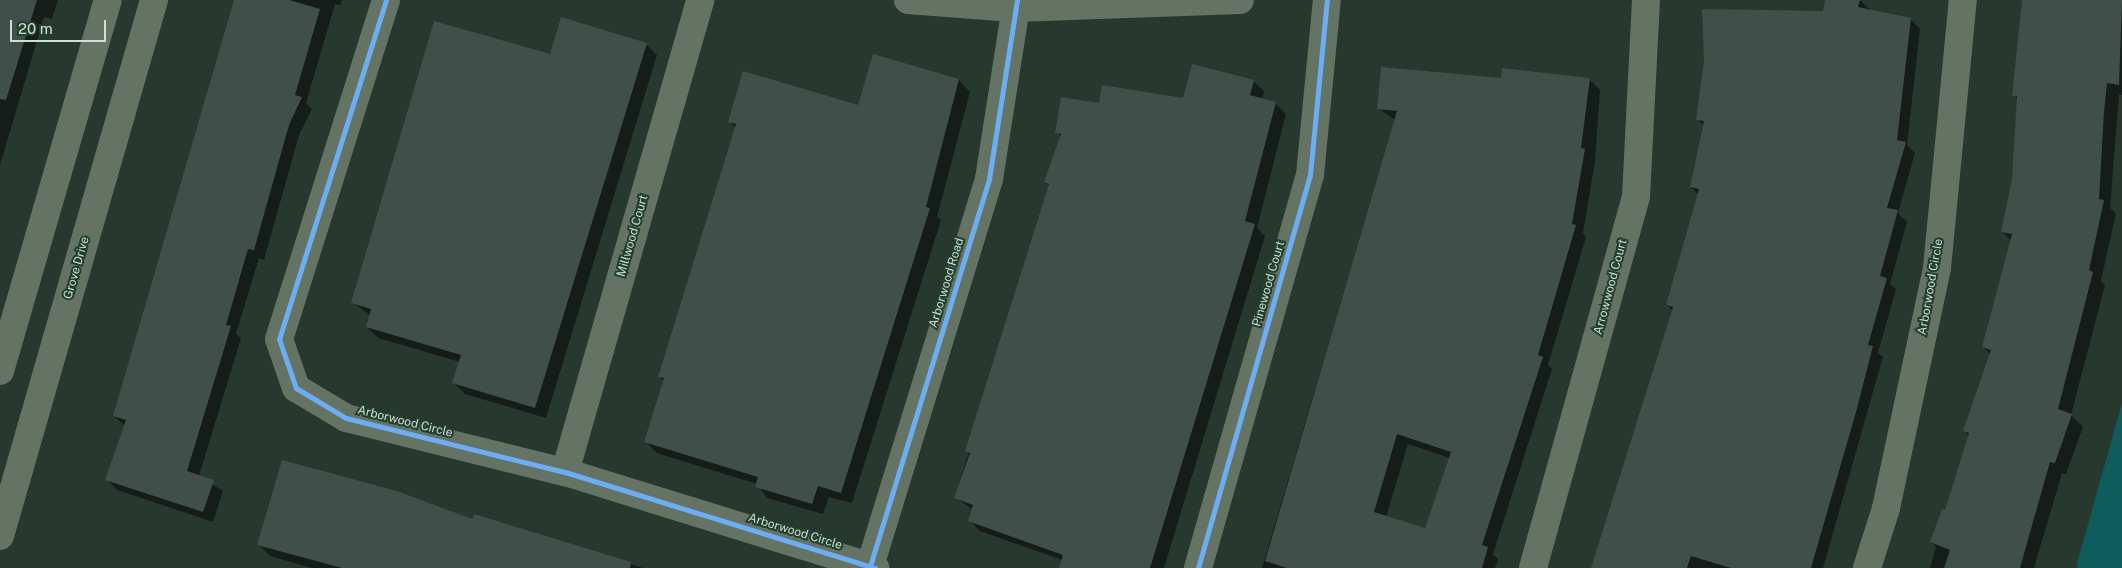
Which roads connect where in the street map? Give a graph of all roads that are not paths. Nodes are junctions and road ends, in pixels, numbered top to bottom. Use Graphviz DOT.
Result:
graph roads {
  1 [pos="108,0"];
  2 [pos="154,0"];
  3 [pos="386,0"];
  4 [pos="700,0"];
  5 [pos="908,0"];
  6 [pos="1240,0"];
  7 [pos="1327,0"];
  8 [pos="1646,0"];
  9 [pos="1963,0"];
  10 [pos="1012,3"];
  11 [pos="0,371"];
  12 [pos="565,472"];
  13 [pos="0,536"];
  14 [pos="873,567"];
  15 [pos="1198,568"];
  16 [pos="1533,568"];
  17 [pos="1867,568"];
  1 -- 11 [label="street"];
  2 -- 13 [label="street, Grove Drive"];
  3 -- 12 [label="street, Arborwood Circle"];
  4 -- 12 [label="street, Millwood Court"];
  5 -- 10 [label="street"];
  6 -- 10 [label="street"];
  7 -- 15 [label="street, Pinewood Court"];
  8 -- 16 [label="street, Arrowwood Court"];
  9 -- 17 [label="street, Arborwood Circle"];
  10 -- 14 [label="street, Arborwood Road"];
  12 -- 14 [label="street, Arborwood Circle"];
}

**What needs to be done:**
The records above must be echoed exactly, minus their pictures.

**Written answer:**
Which roads connect where in the street map? Give a graph of all roads that are not paths. Nodes are junctions and road ends, in pixels, numbered top to bottom. Use Graphviz DOT.
Result:
graph roads {
  1 [pos="108,0"];
  2 [pos="154,0"];
  3 [pos="386,0"];
  4 [pos="700,0"];
  5 [pos="908,0"];
  6 [pos="1240,0"];
  7 [pos="1327,0"];
  8 [pos="1646,0"];
  9 [pos="1963,0"];
  10 [pos="1012,3"];
  11 [pos="0,371"];
  12 [pos="565,472"];
  13 [pos="0,536"];
  14 [pos="873,567"];
  15 [pos="1198,568"];
  16 [pos="1533,568"];
  17 [pos="1867,568"];
  1 -- 11 [label="street"];
  2 -- 13 [label="street, Grove Drive"];
  3 -- 12 [label="street, Arborwood Circle"];
  4 -- 12 [label="street, Millwood Court"];
  5 -- 10 [label="street"];
  6 -- 10 [label="street"];
  7 -- 15 [label="street, Pinewood Court"];
  8 -- 16 [label="street, Arrowwood Court"];
  9 -- 17 [label="street, Arborwood Circle"];
  10 -- 14 [label="street, Arborwood Road"];
  12 -- 14 [label="street, Arborwood Circle"];
}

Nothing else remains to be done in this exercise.